Fast-forward to modern day. The Illuminati still captures the imaginations of people around the world, fueling truckloads of conspiracy theories and stories. These theories run the gamut from a very simple “Yes, there is still a secret group of Illuminati,” to the more salacious and celebrity-centric “Madonna is a Satanic Illuminati witch who offers oral sex to leftist voters.”
What version of the group had I joined? The Bavarians? The oral sex devils? Something else entirely?
Oh wait, they just want me to buy stuff
After I joined the Illuminati, I started getting form emails from them right away. Wow, I thought. Maybe they are real, and soon they will ask me whom I’d like to win the Super Bowl.
Instead, though, they pretty quickly wanted me to start buying stuff. First off, they were pretty insistent that I buy an Illuminati Talisman so that I could display my loyalty. These talismans, of course, cost money.

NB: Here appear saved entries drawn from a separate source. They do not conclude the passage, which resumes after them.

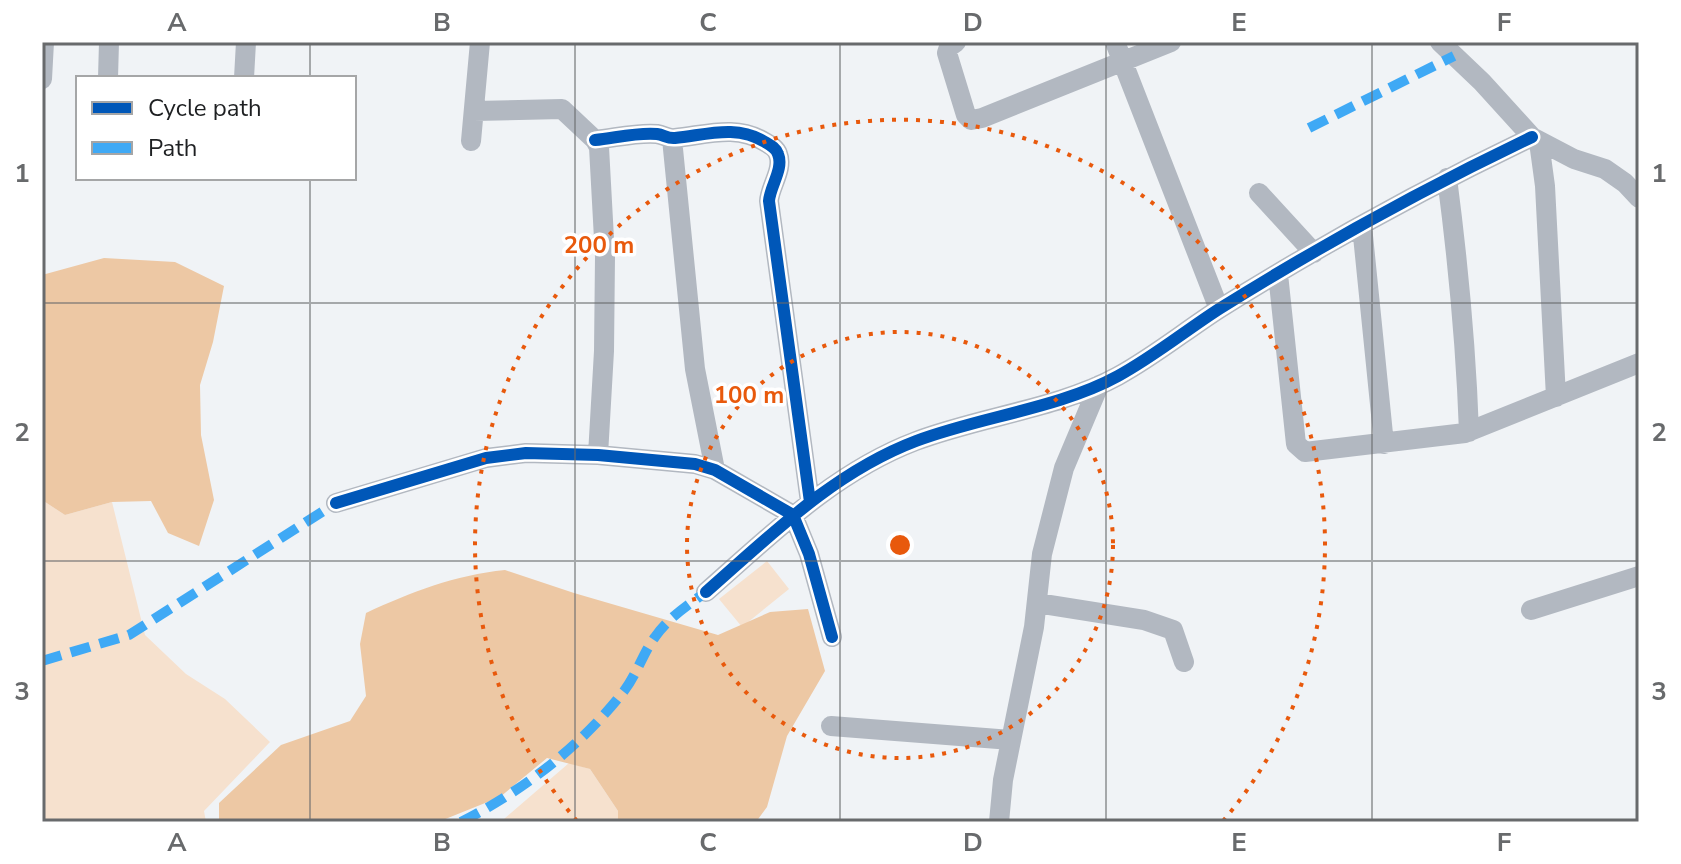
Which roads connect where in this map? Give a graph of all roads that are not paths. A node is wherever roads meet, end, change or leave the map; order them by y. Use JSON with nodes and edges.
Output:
{"nodes":[{"id":1,"x":44,"y":42,"type":"edge"},
{"id":2,"x":109,"y":42,"type":"edge"},
{"id":3,"x":246,"y":42,"type":"edge"},
{"id":4,"x":480,"y":42,"type":"edge"},
{"id":5,"x":956,"y":42,"type":"edge"},
{"id":6,"x":1171,"y":42,"type":"edge"},
{"id":7,"x":1440,"y":42,"type":"edge"},
{"id":8,"x":1118,"y":52,"type":"edge"},
{"id":9,"x":108,"y":76,"type":"edge"},
{"id":10,"x":244,"y":76,"type":"edge"},
{"id":11,"x":42,"y":79,"type":"edge"},
{"id":12,"x":474,"y":111,"type":"junction"},
{"id":13,"x":672,"y":139,"type":"junction"},
{"id":14,"x":595,"y":140,"type":"junction"},
{"id":15,"x":1536,"y":140,"type":"junction"},
{"id":16,"x":471,"y":141,"type":"dead end"},
{"id":17,"x":1447,"y":178,"type":"junction"},
{"id":18,"x":1259,"y":193,"type":"dead end"},
{"id":19,"x":1639,"y":198,"type":"edge"},
{"id":20,"x":1362,"y":226,"type":"junction"},
{"id":21,"x":1314,"y":253,"type":"junction"},
{"id":22,"x":1278,"y":274,"type":"junction"},
{"id":23,"x":1219,"y":309,"type":"junction"},
{"id":24,"x":1639,"y":363,"type":"edge"},
{"id":25,"x":1099,"y":385,"type":"junction"},
{"id":26,"x":1556,"y":397,"type":"junction"},
{"id":27,"x":1469,"y":432,"type":"junction"},
{"id":28,"x":1384,"y":444,"type":"junction"},
{"id":29,"x":598,"y":455,"type":"junction"},
{"id":30,"x":715,"y":470,"type":"junction"},
{"id":31,"x":810,"y":502,"type":"junction"},
{"id":32,"x":336,"y":503,"type":"dead end"},
{"id":33,"x":793,"y":515,"type":"junction"},
{"id":34,"x":1639,"y":576,"type":"edge"},
{"id":35,"x":706,"y":592,"type":"dead end"},
{"id":36,"x":1037,"y":603,"type":"junction"},
{"id":37,"x":1531,"y":610,"type":"dead end"},
{"id":38,"x":832,"y":637,"type":"dead end"},
{"id":39,"x":1184,"y":662,"type":"dead end"},
{"id":40,"x":831,"y":726,"type":"dead end"},
{"id":41,"x":1011,"y":740,"type":"junction"},
{"id":42,"x":999,"y":822,"type":"edge"}],
"edges":[{"from":1,"to":11,"type":"street"},
{"from":2,"to":9,"type":"street"},
{"from":3,"to":10,"type":"street"},
{"from":4,"to":12,"type":"street"},
{"from":5,"to":8,"type":"street"},
{"from":6,"to":8,"type":"street"},
{"from":7,"to":15,"type":"street"},
{"from":8,"to":23,"type":"street"},
{"from":12,"to":14,"type":"street"},
{"from":12,"to":16,"type":"street"},
{"from":13,"to":14,"type":"street"},
{"from":13,"to":30,"type":"street"},
{"from":13,"to":31,"type":"street"},
{"from":14,"to":29,"type":"street"},
{"from":15,"to":17,"type":"street"},
{"from":15,"to":19,"type":"street"},
{"from":15,"to":26,"type":"street"},
{"from":17,"to":20,"type":"street"},
{"from":17,"to":27,"type":"street"},
{"from":18,"to":21,"type":"street"},
{"from":20,"to":21,"type":"street"},
{"from":20,"to":28,"type":"street"},
{"from":21,"to":22,"type":"street"},
{"from":22,"to":23,"type":"street"},
{"from":22,"to":28,"type":"street"},
{"from":23,"to":25,"type":"street"},
{"from":24,"to":26,"type":"street"},
{"from":25,"to":31,"type":"street"},
{"from":25,"to":36,"type":"street"},
{"from":26,"to":27,"type":"street"},
{"from":27,"to":28,"type":"street"},
{"from":29,"to":30,"type":"street"},
{"from":29,"to":32,"type":"street"},
{"from":30,"to":33,"type":"street"},
{"from":31,"to":33,"type":"street"},
{"from":33,"to":35,"type":"street"},
{"from":33,"to":38,"type":"street"},
{"from":34,"to":37,"type":"street"},
{"from":36,"to":39,"type":"street"},
{"from":36,"to":41,"type":"street"},
{"from":40,"to":41,"type":"street"},
{"from":41,"to":42,"type":"street"}]}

OK, so it’s a bit weird that a secret society wants me to buy a necklace so that everyone knows I’m a member and also that these items are as little $12. There’s also a hilarious disclaimer on the talisman marketing email: “Be careful when others offer the Talisman online.” Ah, I see: When other people offer you a cheap fake Illuminati talisman, it’s a scam, but not when the official Illuminati do it. Yes, that sounds perfectly legitimate.
Next, the Illuminati really wanted me to buy their book, Illuminatiam: The First Testament of the Illuminati. This book is available on Amazon and costs $9.90. The book’s description claims that its wisdom is available to only elite members of the group, but in reality, anyone with a mailing address or a Kindle and almost 10 bucks can order it. Sadly, the book has almost 2,000 reviews, which means the scam is working on somebody. I hope that many people haven’t bought the fake gold necklaces.
After much thought, I am leaving the Illuminati
It’s been a crazy whirlwind of a month in which I have been in the Illuminati. Actually, it just really filled up my junk mail folder. In any case, I am ready to move on to another secret society. Something that gives me more power in international affairs and maybe a group who has a better graphic designer. Maybe something that sends fewer emails and that is slightly less culty.
I really, really hope that it’s easy to unsubscribe from the Illuminati. But who knows? Hopefully, I will just have to click a button.
If something does happen to me, maybe look into the Illuminati thing
So, there you have it. The “official” site of the Illuminati is a site that likely has no connection to either the original Bavarian Enlightenment-era secret group or the alleged modern-day secret society of pop stars. In fact, it’s probably just an attempt to make money (like 97 percent of the stuff on the internet).
But — and this is a big but — if I die or disappear shortly after writing this article, could you please take a close look into it? Remember that the police are probably in on it and that no one is to be trusted. Maybe look for clues regarding my murder in Bey’s newest music video?